** Opening Input records block **

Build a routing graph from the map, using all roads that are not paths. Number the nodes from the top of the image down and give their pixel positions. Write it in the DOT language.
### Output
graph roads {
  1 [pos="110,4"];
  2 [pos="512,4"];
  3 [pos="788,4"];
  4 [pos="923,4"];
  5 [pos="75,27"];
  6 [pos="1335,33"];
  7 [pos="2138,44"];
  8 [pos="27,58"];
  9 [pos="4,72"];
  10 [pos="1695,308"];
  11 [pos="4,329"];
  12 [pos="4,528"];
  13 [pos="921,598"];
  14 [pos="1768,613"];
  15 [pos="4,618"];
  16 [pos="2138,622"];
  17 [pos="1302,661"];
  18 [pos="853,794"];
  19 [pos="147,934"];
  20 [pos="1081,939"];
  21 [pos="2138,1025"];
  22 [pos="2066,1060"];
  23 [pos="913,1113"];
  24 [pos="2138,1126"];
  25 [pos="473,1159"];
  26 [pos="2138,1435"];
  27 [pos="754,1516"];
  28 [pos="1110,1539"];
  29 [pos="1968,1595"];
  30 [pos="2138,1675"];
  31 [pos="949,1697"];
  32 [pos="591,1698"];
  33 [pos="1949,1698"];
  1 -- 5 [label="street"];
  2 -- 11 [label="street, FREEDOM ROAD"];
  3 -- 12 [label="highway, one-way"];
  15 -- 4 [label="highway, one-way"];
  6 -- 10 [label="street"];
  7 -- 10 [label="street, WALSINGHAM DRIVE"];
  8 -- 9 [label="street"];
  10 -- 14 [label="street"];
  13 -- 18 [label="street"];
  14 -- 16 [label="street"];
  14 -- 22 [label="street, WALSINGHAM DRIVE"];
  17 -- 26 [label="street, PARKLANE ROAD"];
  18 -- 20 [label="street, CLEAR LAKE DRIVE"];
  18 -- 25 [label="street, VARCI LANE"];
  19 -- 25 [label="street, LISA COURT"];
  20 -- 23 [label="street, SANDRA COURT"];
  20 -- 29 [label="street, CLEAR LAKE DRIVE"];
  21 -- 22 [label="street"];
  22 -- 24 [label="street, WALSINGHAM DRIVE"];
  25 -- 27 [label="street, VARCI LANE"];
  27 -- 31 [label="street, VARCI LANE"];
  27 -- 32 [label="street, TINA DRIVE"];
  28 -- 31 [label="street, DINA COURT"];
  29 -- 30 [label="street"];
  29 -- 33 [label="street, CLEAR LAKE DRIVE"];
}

** Closing Input records block **

**Task goal:**
Wherever the word "graph" appears in the entries above, copy that line.

**Task output:**
Build a routing graph from the map, using all roads that are not paths. Number the nodes from the top of the image down and give their pixel positions. Write it in the DOT language.
graph roads {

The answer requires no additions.